> **WHAT IS EXPECTED**: From the entries, copy each line that includes "positions".

> **Stored dataset items**:
::::::::

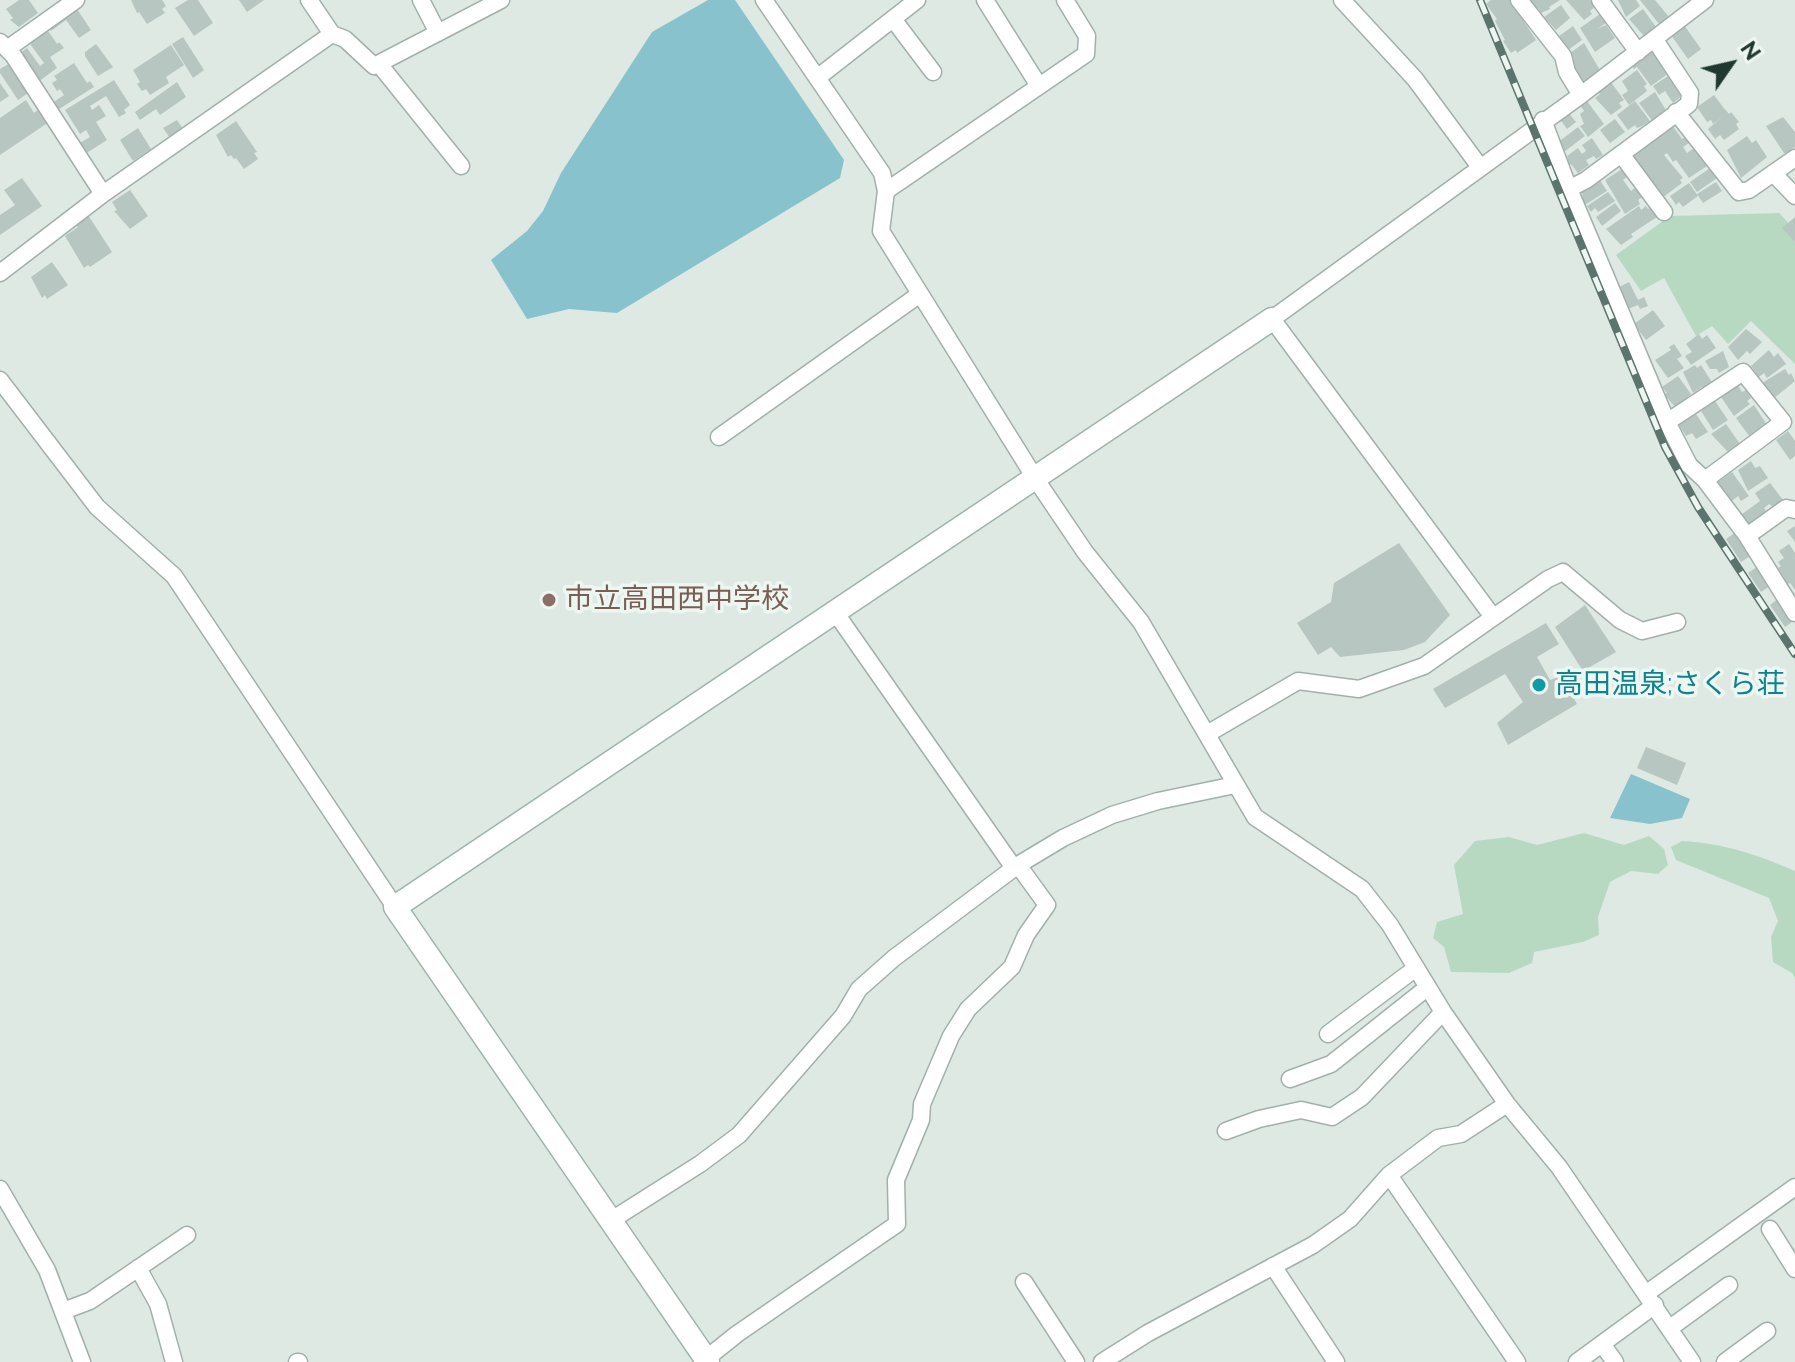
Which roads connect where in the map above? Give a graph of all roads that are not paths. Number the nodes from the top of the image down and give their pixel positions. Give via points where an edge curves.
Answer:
1 (76, 0) edge
2 (309, 0) edge
3 (421, 0) edge
4 (501, 0) edge
5 (985, 0) edge
6 (1065, 0) edge
7 (1342, 0) edge
8 (1519, 0) edge
9 (1600, 0) edge
10 (1705, 0) edge
11 (773, 3) edge
12 (1687, 5) edge
13 (903, 7) edge
14 (438, 33) junction
15 (332, 34) junction
16 (1655, 40) junction
17 (3, 46) edge
18 (1638, 52) junction
19 (379, 64) junction
20 (933, 72) dead end
21 (817, 78) junction
22 (1039, 86) junction
23 (1581, 95) junction
24 (1676, 112) junction
25 (1543, 120) junction
26 (1621, 154) junction
27 (1795, 158) edge
28 (461, 166) dead end
29 (1480, 167) junction
30 (1773, 173) junction
31 (1569, 189) junction
32 (886, 191) junction
33 (103, 194) junction
34 (1795, 196) edge
35 (1664, 212) dead end
36 (0, 273) edge
37 (920, 294) junction
38 (1272, 319) junction
39 (0, 380) edge
40 (1667, 422) junction
41 (719, 437) dead end
42 (1035, 478) junction
43 (1705, 480) junction
44 (1795, 510) edge
45 (1747, 536) junction
46 (835, 612) junction
47 (1795, 613) edge
48 (1493, 617) junction
49 (1677, 622) dead end
50 (1207, 734) junction
51 (1235, 785) junction
52 (1016, 866) junction
53 (395, 907) junction
54 (1416, 968) junction
55 (1428, 987) junction
56 (1443, 1012) junction
57 (1328, 1034) dead end
58 (1290, 1079) dead end
59 (1507, 1104) junction
60 (1226, 1131) dead end
61 (1389, 1175) junction
62 (1795, 1187) edge
63 (0, 1189) edge
64 (610, 1221) junction
65 (1770, 1229) dead end
66 (187, 1235) dead end
67 (1273, 1266) junction
68 (138, 1268) junction
69 (1795, 1269) edge
70 (1024, 1282) dead end
71 (1729, 1285) dead end
72 (1651, 1299) junction
73 (63, 1311) junction
74 (1670, 1328) junction
75 (1767, 1331) dead end
76 (1602, 1344) junction
77 (705, 1361) edge
78 (82, 1362) edge
79 (174, 1362) edge
80 (1076, 1362) edge
81 (1102, 1362) edge
82 (1336, 1362) edge
83 (1517, 1362) edge
84 (1577, 1362) edge
85 (1615, 1362) edge
86 (1692, 1362) edge
87 (1725, 1362) edge

1 - 17 street
2 - 15 street
3 - 14 street
4 - 14 street
5 - 22 street
6 - 22 street via 1087,36 1086,54
7 - 29 street via 1415,79
8 - 23 street via 1563,56
9 - 18 street
10 - 12 street
11 - 21 street
12 - 16 street
13 - 20 street
13 - 21 street
14 - 19 street
15 - 19 street via 374,66
15 - 33 street
16 - 18 street
16 - 24 street via 1690,93 1689,104
17 - 33 street
18 - 23 street
19 - 28 street
21 - 32 street via 882,173
22 - 32 street
23 - 25 street
24 - 26 street
24 - 30 street via 1739,192
25 - 29 street
25 - 31 street
26 - 31 street
26 - 35 street
27 - 30 street
29 - 38 street
30 - 34 street
31 - 40 street
32 - 37 street via 881,231
33 - 36 street
37 - 41 street
37 - 42 street
38 - 42 street
38 - 48 street
39 - 53 street via 97,507 174,576
40 - 43 street via 1689,465
40 - 43 street via 1743,372 1783,422
42 - 46 street
42 - 50 street via 1141,622
43 - 45 street
44 - 45 street via 1786,508
45 - 47 street
46 - 52 street
46 - 53 street
48 - 49 street via 1563,572 1620,620 1642,631
48 - 50 street via 1411,672 1359,689 1298,681
50 - 51 street
51 - 52 street via 1112,815
51 - 54 street via 1255,817 1362,889
52 - 64 street via 859,989 843,1016 739,1135
52 - 77 street via 1047,905 1012,967 968,1009 951,1036 896,1180 897,1224
53 - 64 street
54 - 55 street
54 - 57 street
55 - 56 street
55 - 58 street via 1331,1064
56 - 59 street
56 - 60 street via 1362,1097 1332,1117 1301,1110
59 - 61 street via 1461,1134 1438,1138
59 - 72 street via 1559,1167
61 - 67 street via 1350,1219
61 - 83 street
62 - 72 street
63 - 73 street via 47,1270
64 - 77 street
65 - 69 street
66 - 68 street
67 - 81 street
67 - 82 street
68 - 73 street via 90,1301
68 - 79 street via 158,1304
70 - 80 street
71 - 74 street
72 - 74 street
72 - 76 street
73 - 78 street
74 - 86 street
75 - 87 street
76 - 84 street
76 - 85 street

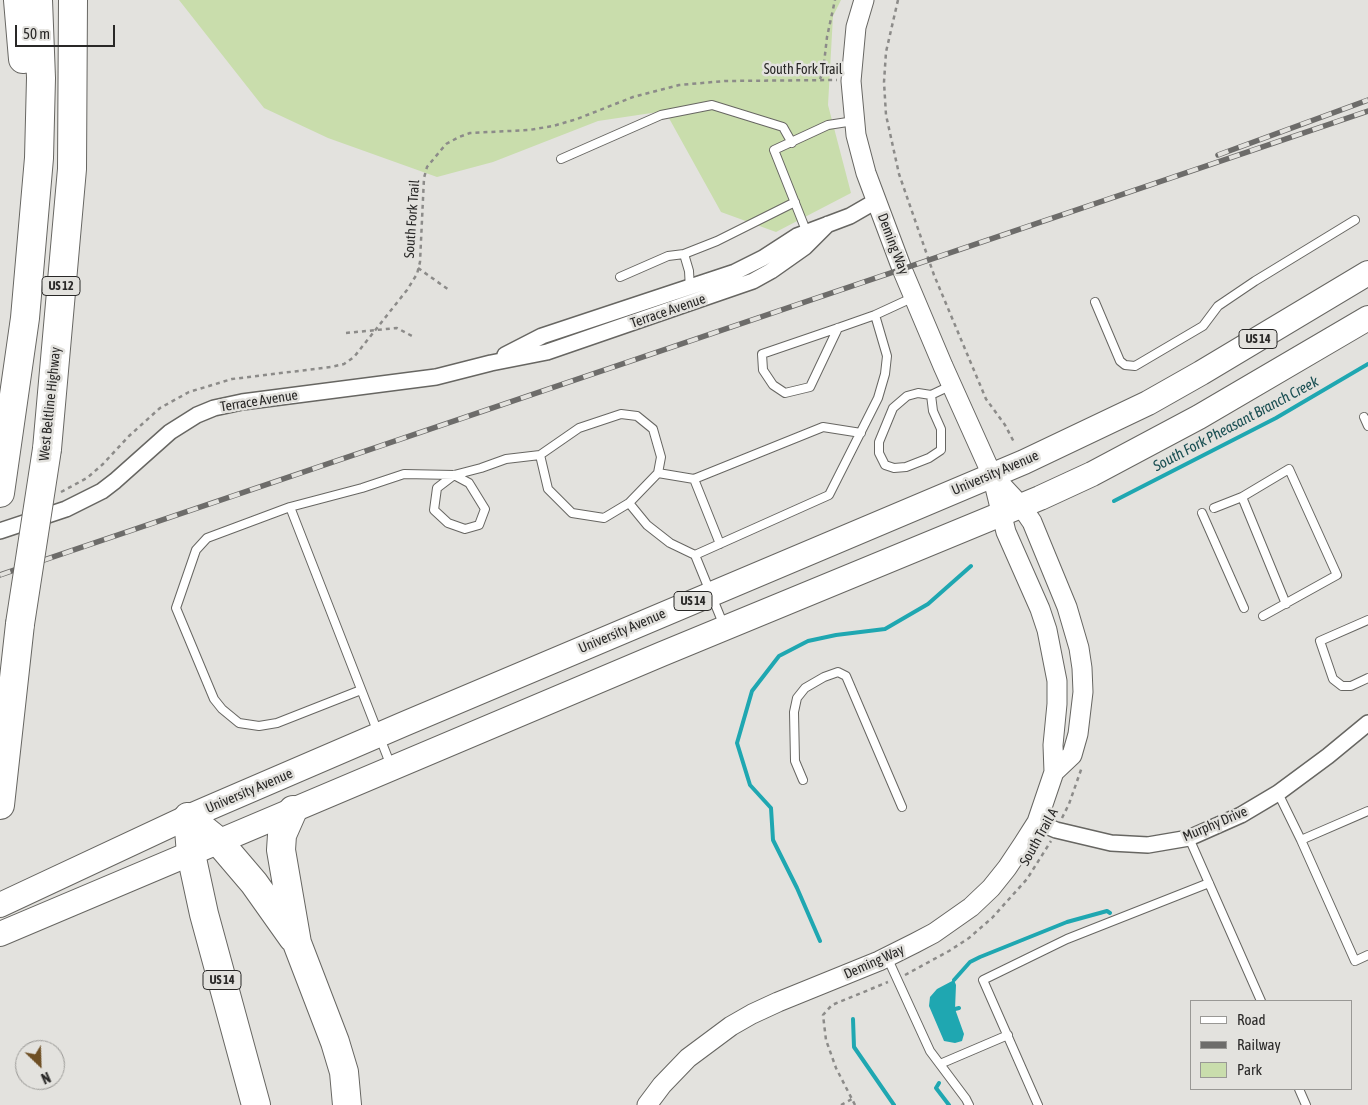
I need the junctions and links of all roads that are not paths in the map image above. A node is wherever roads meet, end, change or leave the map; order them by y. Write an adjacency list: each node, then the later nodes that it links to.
1 (18, 0): 10 (highway)
2 (38, 0): 10 (highway, US 12)
3 (73, 0): 7 (highway, West Beltline Highway / US 12)
4 (90, 0): 7 (highway)
5 (864, 0): 6 (street, Deming Way)
6 (854, 121): 8 (lane); 11 (street, Deming Way)
7 (72, 122): 61 (highway, West Beltline Highway / US 12, bridge)
8 (792, 142): 9 (lane); 12 (lane)
9 (560, 159)
10 (35, 193): 37 (highway, US 12)
11 (876, 201): 14 (street, Terrace Avenue); 20 (street, Deming Way)
12 (795, 202): 15 (lane); 16 (lane)
13 (1355, 220): 22 (lane)
14 (828, 224): 15 (street, Terrace Avenue); 21 (street, Terrace Avenue)
15 (807, 232): 19 (street, Terrace Avenue)
16 (684, 254): 18 (lane); 19 (lane)
17 (1368, 273): 35 (main road, University Avenue / US 14)
18 (620, 277)
19 (689, 288): 21 (lane); 26 (street, Terrace Avenue)
20 (914, 297): 23 (lane); 27 (street, Deming Way)
21 (695, 302): 26 (street, Terrace Avenue)
22 (1095, 302)
23 (875, 315): 25 (lane); 31 (lane)
24 (1368, 318): 42 (main road, US 14)
25 (838, 328): 25 (lane)
26 (491, 363): 44 (street, Terrace Avenue)
27 (952, 385): 28 (lane); 35 (street, Deming Way)
28 (931, 395): 28 (lane)
29 (1364, 417): 30 (lane)
30 (1368, 426)
31 (861, 433): 36 (lane); 45 (lane)
32 (540, 455): 33 (lane); 34 (lane); 39 (lane)
33 (658, 473): 36 (lane); 39 (lane)
34 (454, 475): 34 (lane); 40 (lane)
35 (992, 475): 42 (street, Deming Way); 47 (main road, University Avenue / US 14)
36 (694, 479): 45 (lane)
37 (0, 493)
38 (1242, 498): 41 (lane); 48 (lane); 48 (lane)
39 (628, 503): 46 (lane)
40 (290, 507): 54 (lane); 54 (lane)
41 (1214, 508)
42 (1011, 510): 52 (main road, US 14); 58 (street, Deming Way); 58 (street, Deming Way)
43 (1202, 513): 49 (lane)
44 (0, 531)
45 (720, 544): 46 (lane)
46 (695, 555): 47 (lane)
47 (711, 594): 52 (lane); 56 (main road, University Avenue / US 14)
48 (1286, 604): 50 (lane)
49 (1244, 608)
50 (1263, 616)
51 (1368, 620): 53 (lane)
52 (725, 628): 57 (main road, US 14)
53 (1368, 678)
54 (361, 690): 56 (lane)
55 (1368, 723): 60 (street, Murphy Drive)
56 (378, 735): 57 (lane); 65 (main road, University Avenue / US 14)
57 (391, 767): 63 (main road, US 14)
58 (1054, 772): 66 (street, Deming Way)
59 (802, 780): 62 (lane)
60 (1278, 793): 67 (street, Murphy Drive); 68 (lane)
61 (0, 805)
62 (902, 807)
63 (293, 810): 69 (main road, US 14); 74 (highway)
64 (1368, 811): 68 (lane)
65 (188, 817): 69 (highway); 70 (highway, US 14); 72 (main road, University Avenue / US 14)
66 (1036, 822): 67 (street, Murphy Drive); 76 (street, Deming Way)
67 (1189, 838): 71 (lane)
68 (1302, 840): 75 (lane)
69 (219, 842): 70 (main road, US 14); 74 (highway)
70 (191, 854): 73 (main road, US 14); 81 (highway, US 14)
71 (1209, 883): 77 (lane); 78 (lane)
72 (0, 905)
73 (0, 934)
74 (297, 943): 82 (highway)
75 (1368, 955)
76 (888, 957): 79 (lane); 83 (street, Deming Way)
77 (1261, 1000)
78 (1008, 1035): 79 (lane); 85 (lane)
79 (940, 1064): 84 (lane)
80 (1299, 1090): 86 (lane)
81 (256, 1105)
82 (347, 1105)
83 (647, 1105)
84 (969, 1105)
85 (1038, 1105)
86 (1306, 1105)

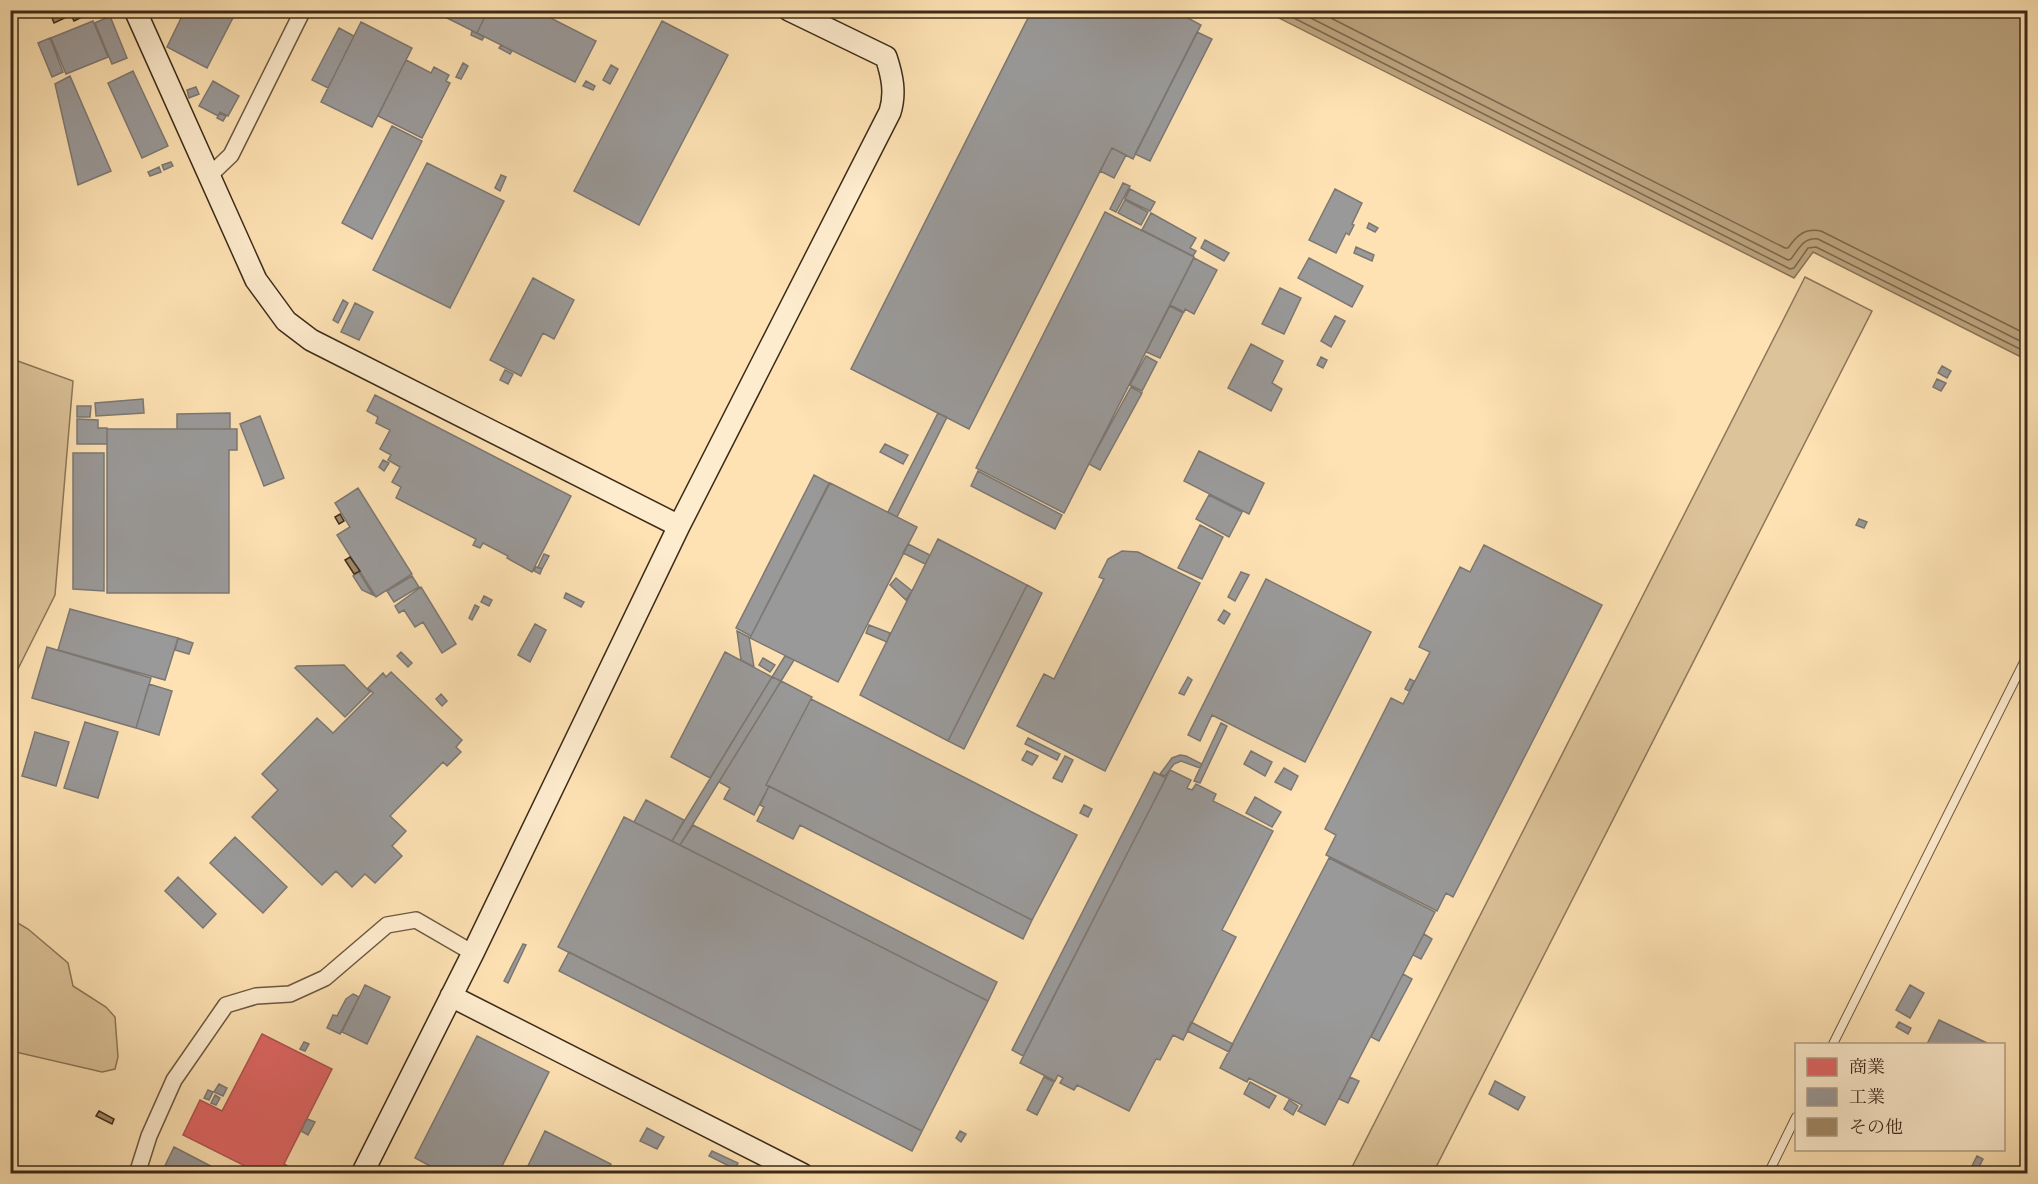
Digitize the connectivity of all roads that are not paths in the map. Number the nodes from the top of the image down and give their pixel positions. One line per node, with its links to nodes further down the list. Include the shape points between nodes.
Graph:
1 (135, 10): 4 (street)
2 (303, 10): 4 (street, via 231,155)
3 (789, 10): 5 (street, via 886,57 892,75 893,101)
4 (209, 176): 5 (street, via 256,280 286,321 311,340)
5 (679, 526): 7 (street)
6 (2028, 654): 9 (lane)
7 (473, 953): 8 (street); 11 (street, via 416,920 387,925 325,978 290,994 256,996 226,1005 174,1080)
8 (451, 996): 12 (street); 13 (street)
9 (1834, 1043)
10 (1795, 1121): 14 (lane)
11 (137, 1173)
12 (362, 1173)
13 (802, 1173)
14 (1768, 1173)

::::::::

> **EXERCISE SOLUTION**:
Which roads connect where in the map above? Give a graph of all roads that are not paths. Number the nodes from the top of the image down and give their pixel positions. Give via points where an edge curves.
Digitize the connectivity of all roads that are not paths in the map. Number the nodes from the top of the image down and give their pixel positions. One line per node, with its links to nodes further down the list. Include the shape points between nodes.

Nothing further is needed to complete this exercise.